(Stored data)

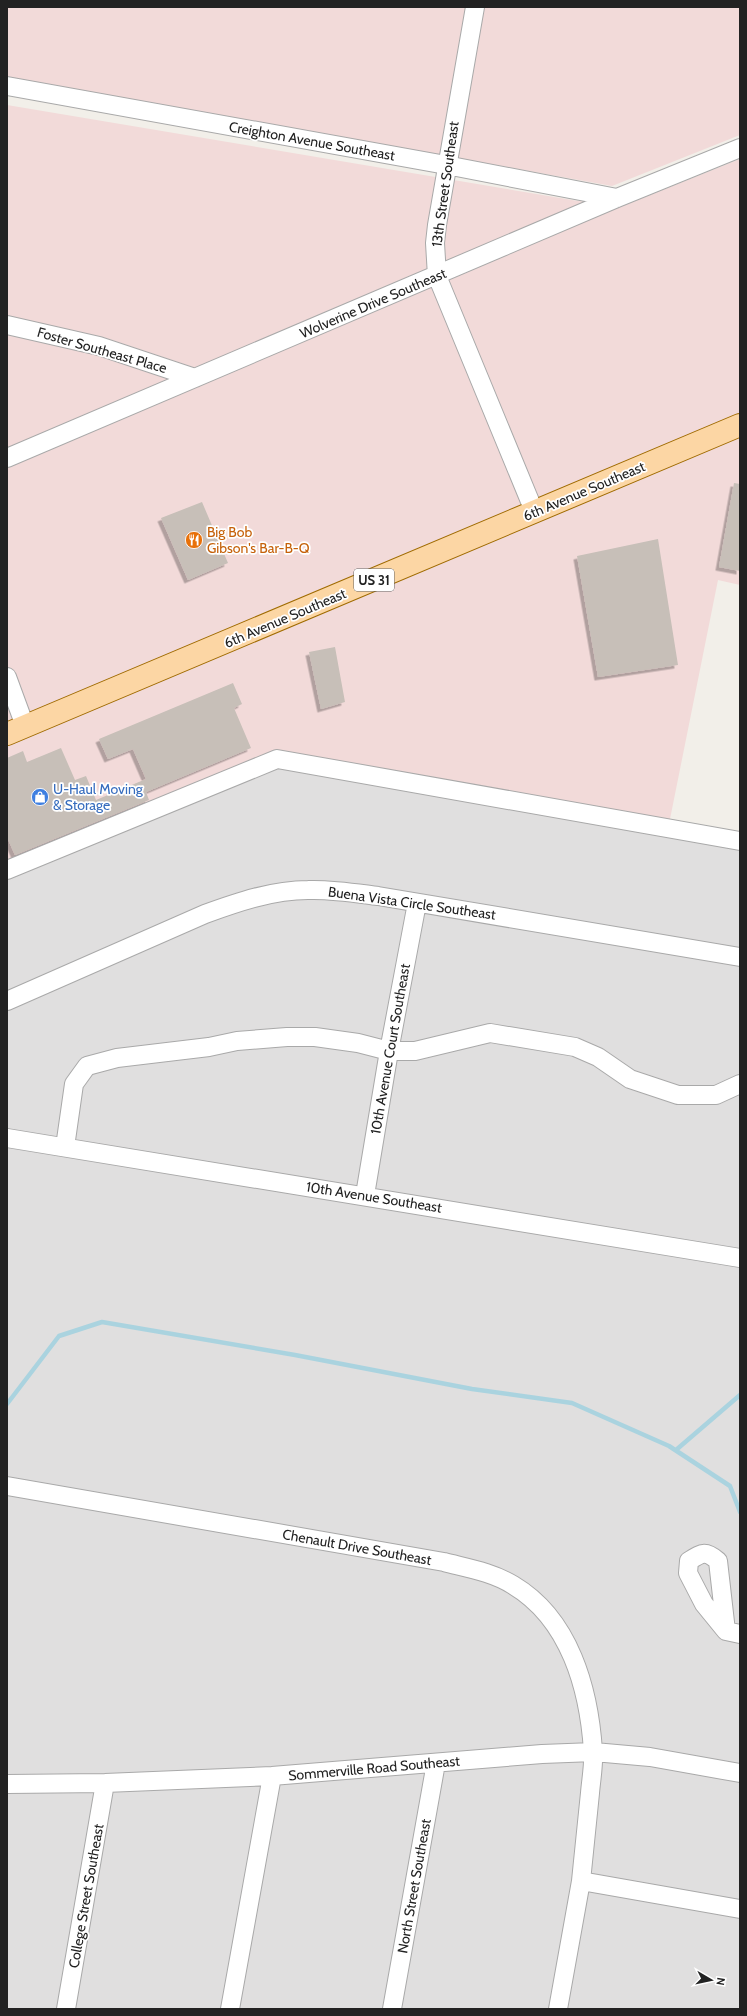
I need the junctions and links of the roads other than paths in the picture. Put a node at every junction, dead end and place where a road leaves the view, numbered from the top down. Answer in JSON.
{"nodes":[{"id":1,"x":475,"y":7,"type":"edge"},
{"id":2,"x":7,"y":86,"type":"edge"},
{"id":3,"x":740,"y":148,"type":"edge"},
{"id":4,"x":446,"y":165,"type":"junction"},
{"id":5,"x":617,"y":198,"type":"junction"},
{"id":6,"x":437,"y":276,"type":"junction"},
{"id":7,"x":7,"y":325,"type":"edge"},
{"id":8,"x":195,"y":378,"type":"junction"},
{"id":9,"x":740,"y":425,"type":"edge"},
{"id":10,"x":7,"y":458,"type":"edge"},
{"id":11,"x":534,"y":511,"type":"junction"},
{"id":12,"x":7,"y":677,"type":"edge"},
{"id":13,"x":16,"y":730,"type":"edge"},
{"id":14,"x":740,"y":841,"type":"edge"},
{"id":15,"x":7,"y":870,"type":"edge"},
{"id":16,"x":417,"y":903,"type":"junction"},
{"id":17,"x":740,"y":957,"type":"edge"},
{"id":18,"x":7,"y":1001,"type":"edge"},
{"id":19,"x":389,"y":1051,"type":"junction"},
{"id":20,"x":740,"y":1084,"type":"edge"},
{"id":21,"x":7,"y":1138,"type":"edge"},
{"id":22,"x":65,"y":1147,"type":"junction"},
{"id":23,"x":365,"y":1195,"type":"junction"},
{"id":24,"x":740,"y":1258,"type":"edge"},
{"id":25,"x":7,"y":1486,"type":"edge"},
{"id":26,"x":594,"y":1752,"type":"junction"},
{"id":27,"x":436,"y":1763,"type":"junction"},
{"id":28,"x":740,"y":1773,"type":"edge"},
{"id":29,"x":272,"y":1776,"type":"junction"},
{"id":30,"x":105,"y":1783,"type":"junction"},
{"id":31,"x":7,"y":1784,"type":"edge"},
{"id":32,"x":581,"y":1881,"type":"junction"},
{"id":33,"x":740,"y":1909,"type":"edge"},
{"id":34,"x":66,"y":2009,"type":"edge"},
{"id":35,"x":230,"y":2009,"type":"edge"},
{"id":36,"x":392,"y":2009,"type":"edge"},
{"id":37,"x":558,"y":2009,"type":"edge"}],
"edges":[{"from":1,"to":4,"type":"street","name":"13th Street Southeast"},
{"from":2,"to":4,"type":"street","name":"Creighton Avenue Southeast"},
{"from":3,"to":5,"type":"street","name":"Wolverine Drive Southeast"},
{"from":4,"to":5,"type":"street","name":"Creighton Avenue Southeast"},
{"from":4,"to":6,"type":"street","name":"13th Street Southeast"},
{"from":5,"to":6,"type":"street","name":"Wolverine Drive Southeast"},
{"from":6,"to":8,"type":"street","name":"Wolverine Drive Southeast"},
{"from":6,"to":11,"type":"street","name":"13th Street Southeast"},
{"from":7,"to":8,"type":"street","name":"Foster Southeast Place"},
{"from":8,"to":10,"type":"street","name":"Wolverine Drive Southeast"},
{"from":9,"to":11,"type":"main road","name":"6th Avenue Southeast","number":"US 31"},
{"from":11,"to":13,"type":"main road","name":"6th Avenue Southeast","number":"US 31"},
{"from":12,"to":13,"type":"street"},
{"from":14,"to":15,"type":"street"},
{"from":16,"to":17,"type":"street","name":"Buena Vista Circle Southeast"},
{"from":16,"to":18,"type":"street","name":"Buena Vista Circle Southeast"},
{"from":16,"to":19,"type":"street","name":"10th Avenue Court Southeast"},
{"from":19,"to":20,"type":"street"},
{"from":19,"to":22,"type":"street"},
{"from":19,"to":23,"type":"street","name":"10th Avenue Court Southeast"},
{"from":21,"to":22,"type":"street","name":"10th Avenue Southeast"},
{"from":22,"to":23,"type":"street","name":"10th Avenue Southeast"},
{"from":23,"to":24,"type":"street","name":"10th Avenue Southeast"},
{"from":25,"to":26,"type":"street","name":"Chenault Drive Southeast"},
{"from":26,"to":27,"type":"street","name":"Sommerville Road Southeast"},
{"from":26,"to":28,"type":"street","name":"Sommerville Road Southeast"},
{"from":26,"to":32,"type":"street","name":"Chenault Drive Southeast"},
{"from":27,"to":29,"type":"street","name":"Sommerville Road Southeast"},
{"from":27,"to":36,"type":"street","name":"North Street Southeast"},
{"from":29,"to":30,"type":"street","name":"Sommerville Road Southeast"},
{"from":29,"to":35,"type":"street"},
{"from":30,"to":31,"type":"street","name":"Sommerville Road Southeast"},
{"from":30,"to":34,"type":"street","name":"College Street Southeast"},
{"from":32,"to":33,"type":"street"},
{"from":32,"to":37,"type":"street","name":"Chenault Drive Southeast"}]}
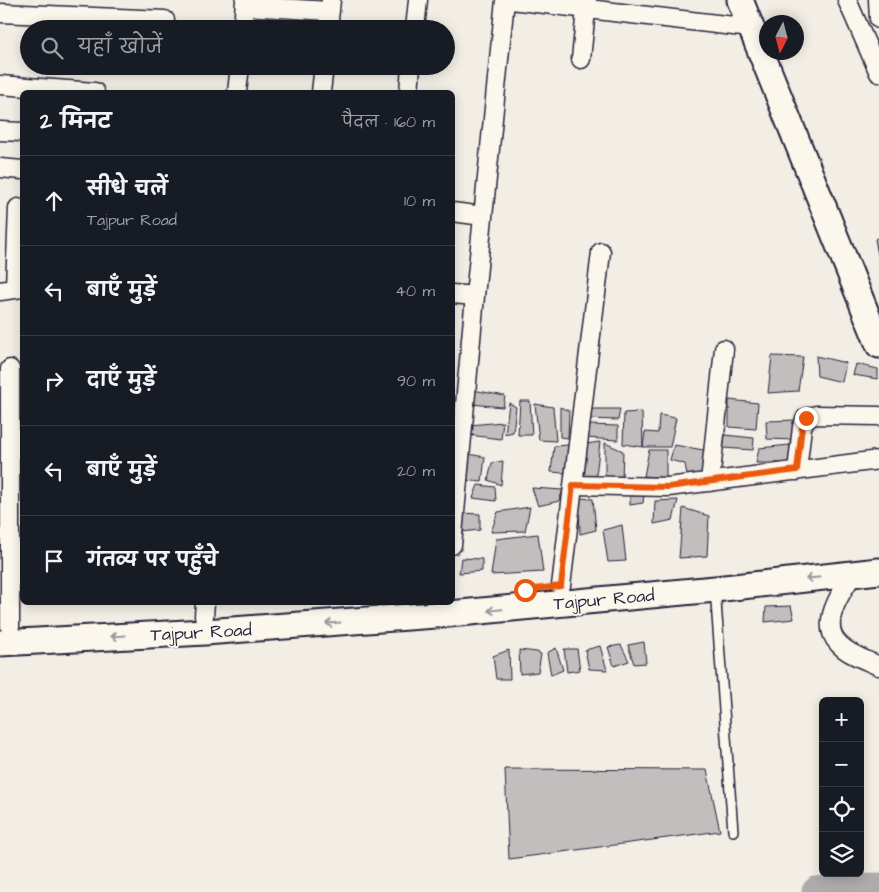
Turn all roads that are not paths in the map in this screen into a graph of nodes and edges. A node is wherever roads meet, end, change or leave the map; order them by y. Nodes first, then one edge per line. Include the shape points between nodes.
1 (418, 0) edge
2 (505, 0) edge
3 (511, 0) edge
4 (740, 0) edge
5 (847, 0) edge
6 (878, 0) edge
7 (245, 3) edge
8 (586, 4) edge
9 (331, 5) edge
10 (0, 13) edge
11 (879, 19) edge
12 (165, 20) dead end
13 (244, 20) edge
14 (329, 20) edge
15 (416, 20) edge
16 (751, 28) junction
17 (581, 59) dead end
18 (879, 73) edge
19 (239, 75) edge
20 (323, 75) edge
21 (411, 75) edge
22 (0, 84) edge
23 (71, 90) edge
24 (237, 90) edge
25 (321, 90) edge
26 (409, 90) edge
27 (0, 131) edge
28 (20, 132) edge
29 (0, 168) edge
30 (20, 170) edge
31 (18, 208) dead end
32 (455, 212) edge
33 (483, 216) junction
34 (601, 252) dead end
35 (13, 289) edge
36 (455, 294) edge
37 (475, 296) junction
38 (879, 345) edge
39 (724, 349) dead end
40 (11, 369) edge
41 (879, 416) edge
42 (457, 442) edge
43 (879, 460) edge
44 (797, 470) junction
45 (710, 482) junction
46 (573, 485) junction
47 (11, 491) edge
48 (455, 495) edge
49 (879, 555) edge
50 (879, 571) edge
51 (853, 574) junction
52 (561, 586) junction
53 (714, 589) junction
54 (455, 598) edge
55 (309, 605) edge
56 (204, 609) edge
57 (416, 610) edge
58 (3, 632) edge
59 (879, 666) edge
60 (733, 831) dead end

1 - 15 street
2 - 33 street
3 - 8 street
4 - 16 main road
5 - 18 street
6 - 11 street
7 - 9 street
7 - 13 street
8 - 16 street
8 - 17 street
9 - 14 street
10 - 12 street
16 - 38 main road
19 - 24 street
20 - 25 street
21 - 26 street
22 - 23 street
27 - 28 street
29 - 30 street
31 - 35 street
32 - 33 street
33 - 37 street
34 - 46 street
36 - 37 street
37 - 42 street
39 - 45 street
40 - 47 street
41 - 44 street via 816,415 806,418
42 - 48 street
43 - 44 street
44 - 45 street
45 - 46 street via 668,487
46 - 52 street
47 - 58 street
49 - 52 main road, Tajpur Road
50 - 51 main road, Tajpur Road
51 -> 53 main road, Tajpur Road
51 - 59 street via 835,603 833,634 836,642 844,648
52 - 54 main road, Tajpur Road
53 -> 57 main road, Tajpur Road
53 - 60 lane
55 - 56 main road, Tajpur Road
56 - 58 main road, Tajpur Road
57 -> 58 main road, Tajpur Road via 205,632

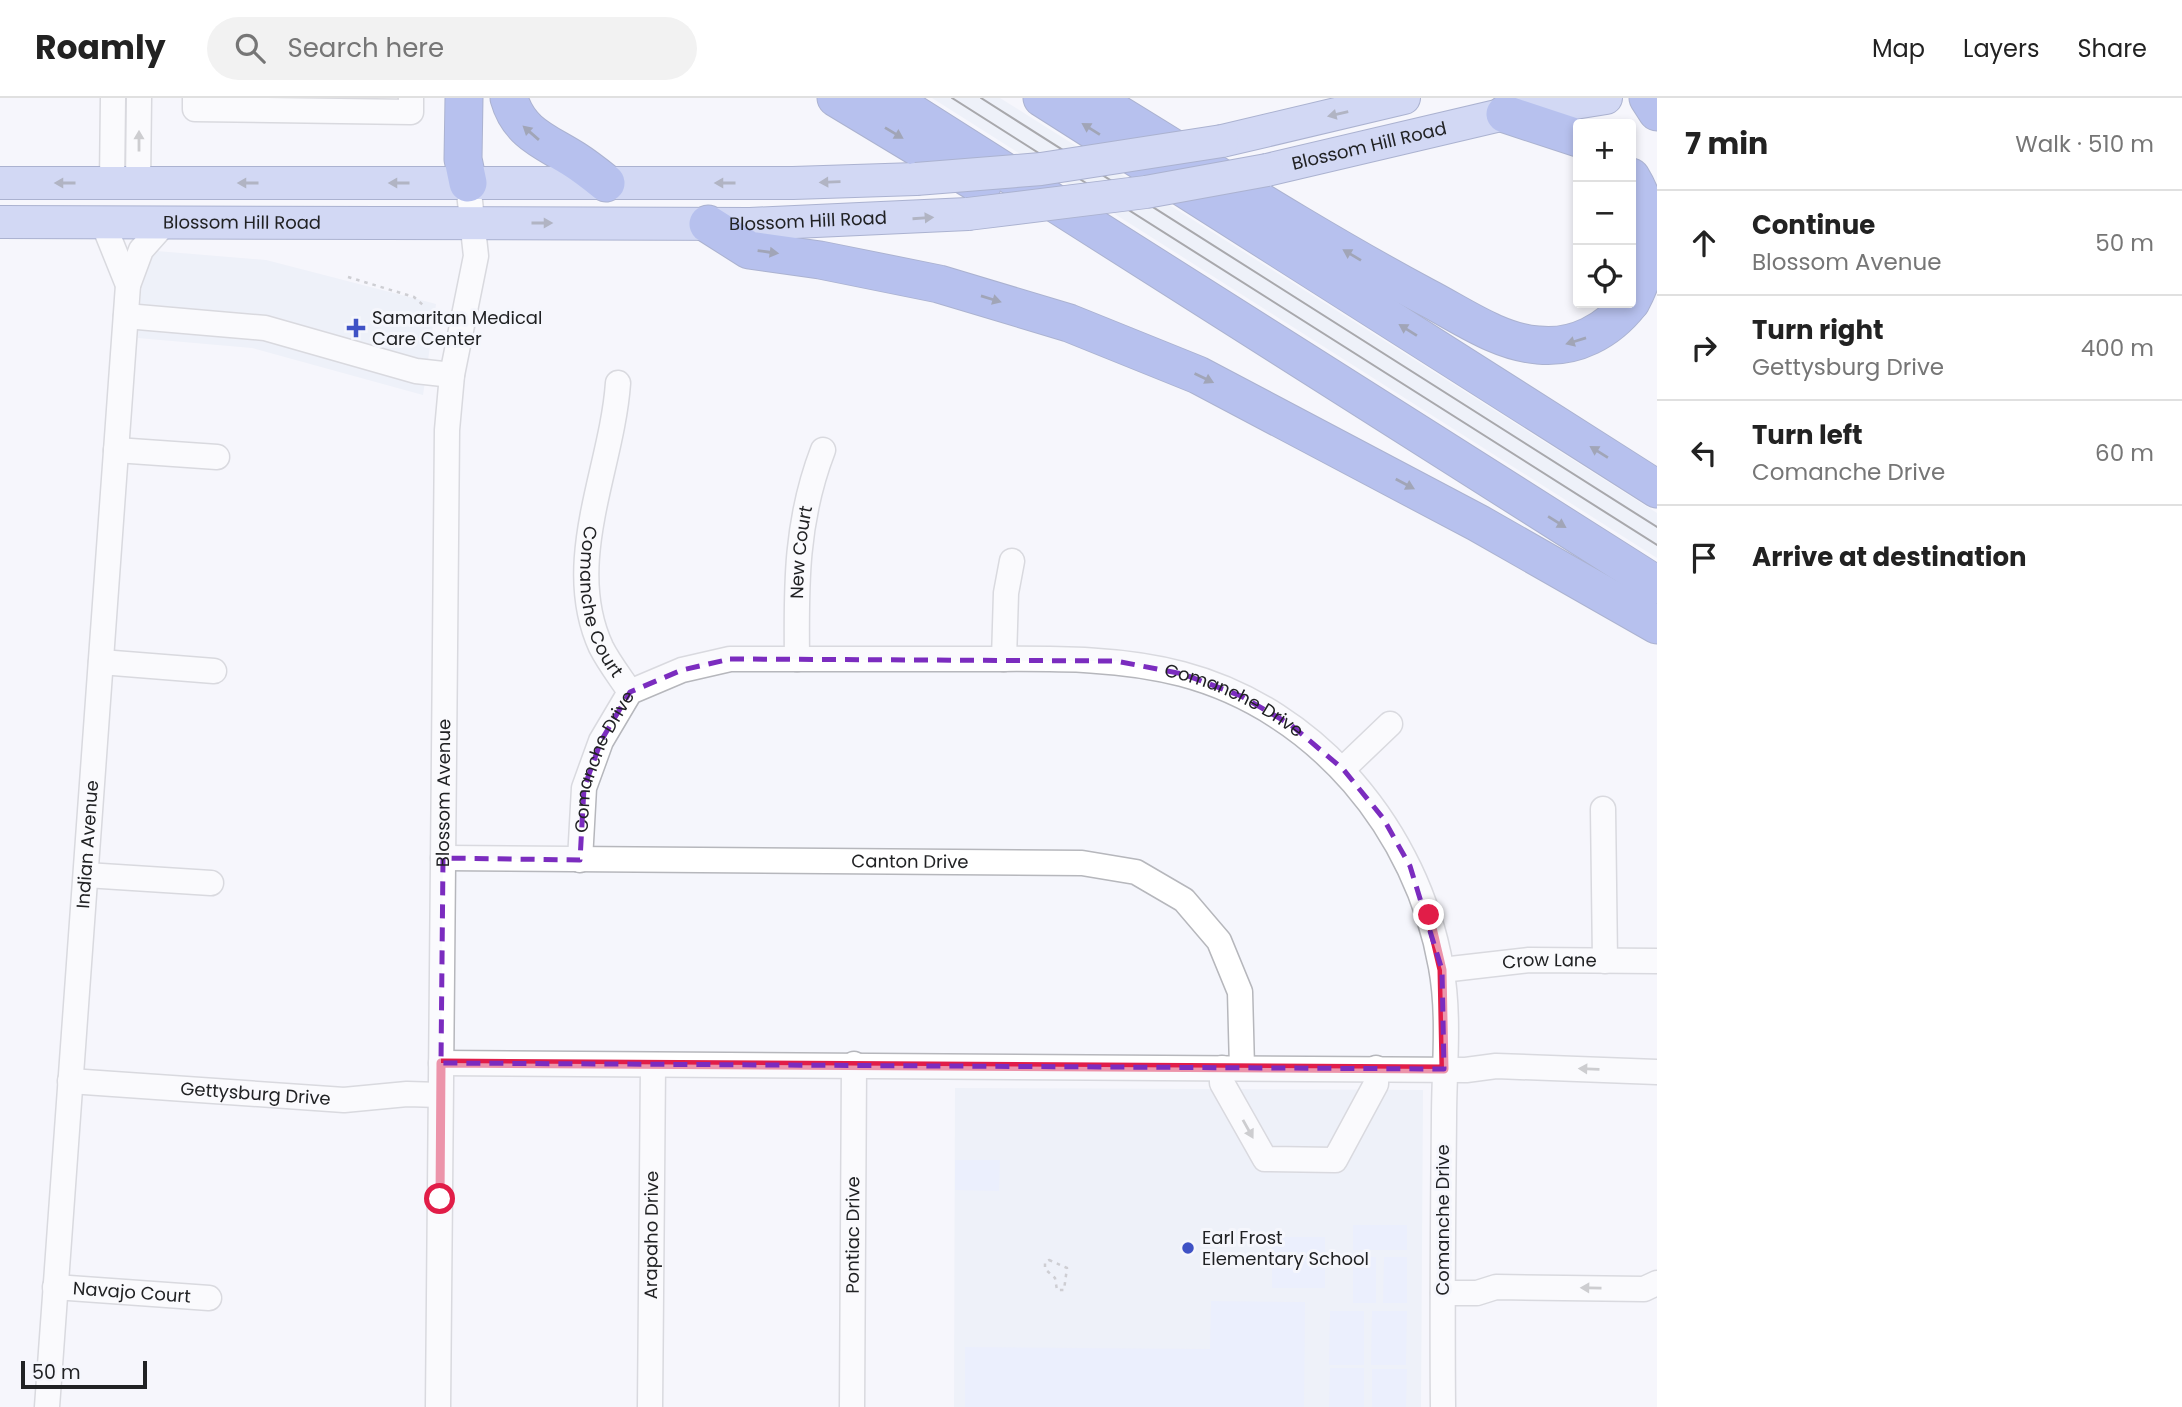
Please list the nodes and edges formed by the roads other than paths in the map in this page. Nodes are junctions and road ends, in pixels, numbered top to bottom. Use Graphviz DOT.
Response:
graph roads {
  1 [pos="113,98"];
  2 [pos="139,98"];
  3 [pos="195,98"];
  4 [pos="411,98"];
  5 [pos="464,98"];
  6 [pos="509,98"];
  7 [pos="836,98"];
  8 [pos="889,98"];
  9 [pos="1042,98"];
  10 [pos="1092,98"];
  11 [pos="1404,98"];
  12 [pos="1606,98"];
  13 [pos="1648,98"];
  14 [pos="1657,112"];
  15 [pos="1505,114"];
  16 [pos="1573,136"];
  17 [pos="1634,182"];
  18 [pos="9,183"];
  19 [pos="125,183"];
  20 [pos="468,183"];
  21 [pos="606,183"];
  22 [pos="11,222"];
  23 [pos="115,223"];
  24 [pos="165,223"];
  25 [pos="474,223"];
  26 [pos="708,224"];
  27 [pos="128,285"];
  28 [pos="1636,290"];
  29 [pos="1625,308"];
  30 [pos="126,316"];
  31 [pos="453,375"];
  32 [pos="618,383"];
  33 [pos="116,450"];
  34 [pos="823,450"];
  35 [pos="217,457"];
  36 [pos="1499,486"];
  37 [pos="1657,489"];
  38 [pos="1012,561"];
  39 [pos="1657,585"];
  40 [pos="1657,625"];
  41 [pos="797,659"];
  42 [pos="1004,659"];
  43 [pos="101,662"];
  44 [pos="214,671"];
  45 [pos="630,692"];
  46 [pos="1390,724"];
  47 [pos="1343,769"];
  48 [pos="1603,809"];
  49 [pos="443,858"];
  50 [pos="580,860"];
  51 [pos="86,875"];
  52 [pos="211,883"];
  53 [pos="1605,961"];
  54 [pos="1657,961"];
  55 [pos="1442,970"];
  56 [pos="441,1063"];
  57 [pos="653,1065"];
  58 [pos="854,1065"];
  59 [pos="1232,1068"];
  60 [pos="1376,1068"];
  61 [pos="1444,1069"];
  62 [pos="1657,1072"];
  63 [pos="71,1082"];
  64 [pos="440,1096"];
  65 [pos="1657,1283"];
  66 [pos="55,1287"];
  67 [pos="1443,1293"];
  68 [pos="209,1298"];
  69 [pos="47,1407"];
  70 [pos="438,1407"];
  71 [pos="650,1407"];
  72 [pos="852,1407"];
  73 [pos="1443,1407"];
  1 -- 19 [label="street"];
  19 -- 2 [label="street, one-way"];
  3 -- 4 [label="street"];
  5 -- 20 [label="highway"];
  21 -- 6 [label="highway, one-way"];
  7 -- 36 [label="highway, one-way"];
  8 -- 36 [label="highway"];
  37 -- 9 [label="highway, one-way"];
  29 -- 10 [label="highway, one-way"];
  11 -- 21 [label="main road, one-way, bridge"];
  12 -- 15 [label="main road, Blossom Hill Road"];
  13 -- 14 [label="highway"];
  15 -- 16 [label="highway"];
  26 -- 15 [label="main road, Blossom Hill Road, one-way, bridge"];
  17 -- 28 [label="highway"];
  19 -- 18 [label="main road, one-way"];
  20 -- 19 [label="main road, one-way"];
  19 -- 23 [label="main road"];
  20 -- 21 [label="main road"];
  20 -- 25 [label="street, Blossom Avenue"];
  22 -- 23 [label="main road, Blossom Hill Road"];
  23 -- 24 [label="main road, Blossom Hill Road"];
  23 -- 27 [label="street, Indian Avenue"];
  24 -- 25 [label="main road, Blossom Hill Road"];
  24 -- 27 [label="street, Indian Avenue"];
  25 -- 26 [label="main road, Blossom Hill Road, one-way"];
  25 -- 31 [label="street, Blossom Avenue"];
  26 -- 40 [label="highway, one-way"];
  27 -- 30 [label="street, Indian Avenue"];
  30 -- 31 [label="street"];
  30 -- 33 [label="street, Indian Avenue"];
  31 -- 49 [label="street, Blossom Avenue"];
  32 -- 45 [label="street, Comanche Court"];
  33 -- 35 [label="street"];
  33 -- 43 [label="street, Indian Avenue"];
  34 -- 41 [label="street, New Court"];
  36 -- 39 [label="highway, one-way"];
  38 -- 42 [label="street"];
  41 -- 42 [label="street, Comanche Drive"];
  41 -- 45 [label="street, Comanche Drive"];
  42 -- 47 [label="street, Comanche Drive"];
  43 -- 44 [label="street"];
  43 -- 51 [label="street, Indian Avenue"];
  45 -- 50 [label="street, Comanche Drive"];
  46 -- 47 [label="street"];
  47 -- 55 [label="street, Comanche Drive"];
  48 -- 53 [label="street"];
  49 -- 50 [label="street, Canton Drive"];
  49 -- 56 [label="street, Blossom Avenue"];
  50 -- 59 [label="street, Canton Drive"];
  51 -- 52 [label="street"];
  51 -- 63 [label="street, Indian Avenue"];
  53 -- 54 [label="street, Crow Lane"];
  53 -- 55 [label="street, Crow Lane"];
  55 -- 61 [label="street, Comanche Drive"];
  56 -- 57 [label="street"];
  56 -- 64 [label="street, Blossom Avenue"];
  57 -- 58 [label="street"];
  57 -- 71 [label="street, Arapaho Drive"];
  58 -- 59 [label="street"];
  58 -- 72 [label="street, Pontiac Drive"];
  59 -- 60 [label="street"];
  59 -- 60 [label="street, Canton Drive, one-way"];
  60 -- 61 [label="street"];
  62 -- 61 [label="street, one-way"];
  61 -- 67 [label="street, Comanche Drive"];
  63 -- 64 [label="street, Gettysburg Drive"];
  63 -- 66 [label="street, Indian Avenue"];
  64 -- 70 [label="street, Blossom Avenue"];
  65 -- 67 [label="street, one-way"];
  66 -- 68 [label="street, Navajo Court"];
  66 -- 69 [label="street, Indian Avenue"];
  67 -- 73 [label="street, Comanche Drive"];
}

TASK ITEM:
In the entries above, tally the lines that hold the string "Canton" and give only the count.

FINISHED TASK:
3